This website covers knowledge management, personal effectiveness, theory of constraints, amongst other topics. Opinions expressed here are strictly those of the owner, Jack Vinson, and those of the commenters.

The past is a foreign country

The past is a foreign country, they do things differently there. - L. P. Hartley, The Go-Between, 1953.

I ran across this quote in a podcast talking about how an historical event still has repercussions today.  But the thing that rang for me is related to another book I have been reading about the way we think about the world.  In our minds, we tend to think things are very much like they are today -- that the way we do things and the way we think about things now is the same as it was 5, 10, 100 years ago.  But it is not the case.  The world changes. Technology changes.  

Think of all familiar practices and policies - written and unwritten - that govern the way we operate.  All those things that people say, "That's the way it has always been" are only true because they don't know (or don't remember) what it was before.  Does it need to always be that way?

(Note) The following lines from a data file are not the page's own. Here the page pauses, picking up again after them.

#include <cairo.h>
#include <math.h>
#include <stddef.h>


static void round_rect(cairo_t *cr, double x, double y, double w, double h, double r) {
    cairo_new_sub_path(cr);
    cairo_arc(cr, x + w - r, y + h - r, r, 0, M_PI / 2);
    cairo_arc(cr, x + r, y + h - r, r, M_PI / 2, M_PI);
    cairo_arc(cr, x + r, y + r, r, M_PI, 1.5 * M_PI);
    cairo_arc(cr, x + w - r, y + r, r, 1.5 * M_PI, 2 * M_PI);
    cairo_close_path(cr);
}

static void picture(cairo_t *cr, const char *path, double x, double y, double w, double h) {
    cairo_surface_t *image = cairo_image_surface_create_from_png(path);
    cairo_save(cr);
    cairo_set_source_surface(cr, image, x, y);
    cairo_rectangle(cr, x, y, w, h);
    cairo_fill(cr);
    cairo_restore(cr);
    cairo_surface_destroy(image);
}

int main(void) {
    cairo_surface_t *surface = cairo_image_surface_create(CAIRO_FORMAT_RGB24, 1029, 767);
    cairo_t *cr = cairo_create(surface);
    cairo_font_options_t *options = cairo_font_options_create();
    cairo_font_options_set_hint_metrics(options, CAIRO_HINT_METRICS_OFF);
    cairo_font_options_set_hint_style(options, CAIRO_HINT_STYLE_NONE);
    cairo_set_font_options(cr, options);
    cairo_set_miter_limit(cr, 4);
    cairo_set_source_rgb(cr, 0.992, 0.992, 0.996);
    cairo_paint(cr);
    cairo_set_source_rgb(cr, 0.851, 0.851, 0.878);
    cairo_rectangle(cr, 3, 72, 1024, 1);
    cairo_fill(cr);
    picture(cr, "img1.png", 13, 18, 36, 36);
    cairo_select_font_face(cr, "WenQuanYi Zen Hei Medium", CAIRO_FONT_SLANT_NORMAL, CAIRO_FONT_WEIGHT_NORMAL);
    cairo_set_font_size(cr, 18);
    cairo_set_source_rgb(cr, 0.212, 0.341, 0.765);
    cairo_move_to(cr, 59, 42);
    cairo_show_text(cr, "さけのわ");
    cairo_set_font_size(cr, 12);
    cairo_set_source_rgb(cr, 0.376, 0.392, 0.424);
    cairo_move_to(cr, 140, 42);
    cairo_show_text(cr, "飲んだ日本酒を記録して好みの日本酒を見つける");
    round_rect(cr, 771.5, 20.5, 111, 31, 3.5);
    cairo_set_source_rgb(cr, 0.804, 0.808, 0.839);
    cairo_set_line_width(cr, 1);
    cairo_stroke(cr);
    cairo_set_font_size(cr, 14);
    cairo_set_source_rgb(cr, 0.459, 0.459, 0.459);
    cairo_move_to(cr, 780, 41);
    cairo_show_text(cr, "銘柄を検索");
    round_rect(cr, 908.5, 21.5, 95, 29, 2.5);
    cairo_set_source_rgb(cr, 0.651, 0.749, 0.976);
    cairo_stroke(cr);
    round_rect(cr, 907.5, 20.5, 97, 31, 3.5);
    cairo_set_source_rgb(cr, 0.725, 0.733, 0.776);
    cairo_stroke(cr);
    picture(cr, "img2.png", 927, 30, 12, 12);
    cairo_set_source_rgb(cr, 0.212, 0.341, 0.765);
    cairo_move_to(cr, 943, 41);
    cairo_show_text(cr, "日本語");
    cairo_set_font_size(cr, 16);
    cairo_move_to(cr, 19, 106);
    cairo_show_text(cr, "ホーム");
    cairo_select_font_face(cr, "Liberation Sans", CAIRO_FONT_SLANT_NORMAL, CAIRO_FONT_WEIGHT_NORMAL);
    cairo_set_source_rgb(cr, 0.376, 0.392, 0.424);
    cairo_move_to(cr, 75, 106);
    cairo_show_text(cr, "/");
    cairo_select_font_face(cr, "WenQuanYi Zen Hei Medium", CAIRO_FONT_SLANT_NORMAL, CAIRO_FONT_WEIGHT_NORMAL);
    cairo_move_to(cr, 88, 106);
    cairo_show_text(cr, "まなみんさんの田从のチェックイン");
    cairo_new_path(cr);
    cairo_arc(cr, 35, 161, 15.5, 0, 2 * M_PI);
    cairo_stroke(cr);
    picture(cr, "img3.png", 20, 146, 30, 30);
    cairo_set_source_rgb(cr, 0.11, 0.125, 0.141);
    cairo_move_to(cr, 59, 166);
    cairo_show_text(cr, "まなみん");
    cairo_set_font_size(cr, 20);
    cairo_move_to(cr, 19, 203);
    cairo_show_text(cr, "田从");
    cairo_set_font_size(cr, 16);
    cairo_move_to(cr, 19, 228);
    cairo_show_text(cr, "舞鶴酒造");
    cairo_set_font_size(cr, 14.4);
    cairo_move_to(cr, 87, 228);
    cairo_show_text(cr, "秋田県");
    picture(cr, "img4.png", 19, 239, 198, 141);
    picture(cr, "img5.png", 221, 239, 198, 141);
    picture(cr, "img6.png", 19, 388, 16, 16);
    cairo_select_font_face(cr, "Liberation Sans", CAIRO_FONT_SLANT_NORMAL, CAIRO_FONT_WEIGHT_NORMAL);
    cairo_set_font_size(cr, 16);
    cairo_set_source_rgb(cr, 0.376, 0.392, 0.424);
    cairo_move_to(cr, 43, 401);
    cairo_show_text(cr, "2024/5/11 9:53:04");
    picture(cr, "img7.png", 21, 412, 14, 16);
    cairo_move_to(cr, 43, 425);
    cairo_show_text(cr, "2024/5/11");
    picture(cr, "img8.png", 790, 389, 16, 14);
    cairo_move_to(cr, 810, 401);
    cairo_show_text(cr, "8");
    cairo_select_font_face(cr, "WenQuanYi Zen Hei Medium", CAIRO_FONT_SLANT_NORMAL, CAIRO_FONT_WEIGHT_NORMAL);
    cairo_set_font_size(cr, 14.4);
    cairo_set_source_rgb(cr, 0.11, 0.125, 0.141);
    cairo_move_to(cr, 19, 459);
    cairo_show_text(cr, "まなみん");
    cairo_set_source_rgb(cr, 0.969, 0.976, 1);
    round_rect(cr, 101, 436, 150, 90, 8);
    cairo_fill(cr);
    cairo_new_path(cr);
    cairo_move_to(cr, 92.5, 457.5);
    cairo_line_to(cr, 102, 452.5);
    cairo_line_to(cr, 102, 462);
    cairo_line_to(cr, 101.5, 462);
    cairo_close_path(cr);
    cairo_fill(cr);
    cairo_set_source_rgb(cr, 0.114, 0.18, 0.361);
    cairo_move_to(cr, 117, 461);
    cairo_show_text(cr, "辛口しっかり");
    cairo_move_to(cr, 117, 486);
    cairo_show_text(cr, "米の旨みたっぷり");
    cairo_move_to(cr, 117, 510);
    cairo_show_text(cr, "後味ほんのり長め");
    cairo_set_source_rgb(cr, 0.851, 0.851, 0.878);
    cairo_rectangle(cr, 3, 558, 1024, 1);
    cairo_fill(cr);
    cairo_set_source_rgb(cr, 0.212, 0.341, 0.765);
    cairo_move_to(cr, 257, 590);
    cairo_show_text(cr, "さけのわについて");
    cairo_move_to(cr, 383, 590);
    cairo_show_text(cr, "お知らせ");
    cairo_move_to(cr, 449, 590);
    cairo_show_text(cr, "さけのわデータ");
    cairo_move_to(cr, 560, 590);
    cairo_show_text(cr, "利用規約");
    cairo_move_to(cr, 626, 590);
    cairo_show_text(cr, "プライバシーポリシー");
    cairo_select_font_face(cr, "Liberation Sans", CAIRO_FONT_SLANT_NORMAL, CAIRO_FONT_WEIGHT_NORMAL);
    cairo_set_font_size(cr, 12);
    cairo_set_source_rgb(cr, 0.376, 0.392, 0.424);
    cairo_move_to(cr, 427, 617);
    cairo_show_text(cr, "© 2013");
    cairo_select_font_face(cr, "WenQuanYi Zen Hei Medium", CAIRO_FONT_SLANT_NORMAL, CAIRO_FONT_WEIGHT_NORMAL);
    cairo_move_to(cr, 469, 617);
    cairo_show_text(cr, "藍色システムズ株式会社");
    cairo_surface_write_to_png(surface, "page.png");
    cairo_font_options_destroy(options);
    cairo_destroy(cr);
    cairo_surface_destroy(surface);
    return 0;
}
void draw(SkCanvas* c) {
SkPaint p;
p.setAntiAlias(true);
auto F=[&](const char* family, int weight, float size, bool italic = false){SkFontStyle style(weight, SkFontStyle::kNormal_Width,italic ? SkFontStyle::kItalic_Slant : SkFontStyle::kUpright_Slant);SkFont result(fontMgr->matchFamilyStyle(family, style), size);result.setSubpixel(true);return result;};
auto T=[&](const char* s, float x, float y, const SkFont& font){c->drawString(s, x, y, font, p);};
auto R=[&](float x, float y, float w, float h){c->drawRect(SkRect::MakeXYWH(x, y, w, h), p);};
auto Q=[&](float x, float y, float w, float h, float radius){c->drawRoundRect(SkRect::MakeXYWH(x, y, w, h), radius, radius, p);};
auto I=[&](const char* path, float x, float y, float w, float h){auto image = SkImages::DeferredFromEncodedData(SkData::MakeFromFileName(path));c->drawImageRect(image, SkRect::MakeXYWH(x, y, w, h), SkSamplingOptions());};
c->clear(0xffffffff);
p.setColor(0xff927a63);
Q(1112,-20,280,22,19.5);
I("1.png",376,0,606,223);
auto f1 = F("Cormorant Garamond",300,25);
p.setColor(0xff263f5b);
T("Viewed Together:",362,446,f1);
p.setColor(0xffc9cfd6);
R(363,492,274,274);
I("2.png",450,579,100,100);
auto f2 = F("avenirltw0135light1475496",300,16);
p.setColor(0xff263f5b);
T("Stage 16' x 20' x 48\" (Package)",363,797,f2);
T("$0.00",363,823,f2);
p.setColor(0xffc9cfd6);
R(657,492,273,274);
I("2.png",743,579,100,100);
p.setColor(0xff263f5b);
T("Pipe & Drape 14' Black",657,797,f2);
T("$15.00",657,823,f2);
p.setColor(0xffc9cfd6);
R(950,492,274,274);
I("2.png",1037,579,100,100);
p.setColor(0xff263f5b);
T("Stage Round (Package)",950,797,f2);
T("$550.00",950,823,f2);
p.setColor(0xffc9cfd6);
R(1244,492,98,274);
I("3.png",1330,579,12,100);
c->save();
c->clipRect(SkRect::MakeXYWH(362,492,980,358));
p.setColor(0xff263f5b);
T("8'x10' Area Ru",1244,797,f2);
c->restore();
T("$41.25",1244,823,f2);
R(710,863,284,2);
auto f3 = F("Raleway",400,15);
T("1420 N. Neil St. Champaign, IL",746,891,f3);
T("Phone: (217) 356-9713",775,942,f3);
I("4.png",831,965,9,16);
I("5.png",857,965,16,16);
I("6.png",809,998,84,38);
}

If we can understand some of the reasoning behind these things, we can ask whether those policies or practices should still be in place.

Why?  Because those policies and practices often block improvements.  Your classic claim that "people resist change" often comes from these hidden beliefs about the world -- on both sides.

Put on a different hat, and think about how things are different in the past. What was the currency, the language?  This can help see why these practices and policies came about.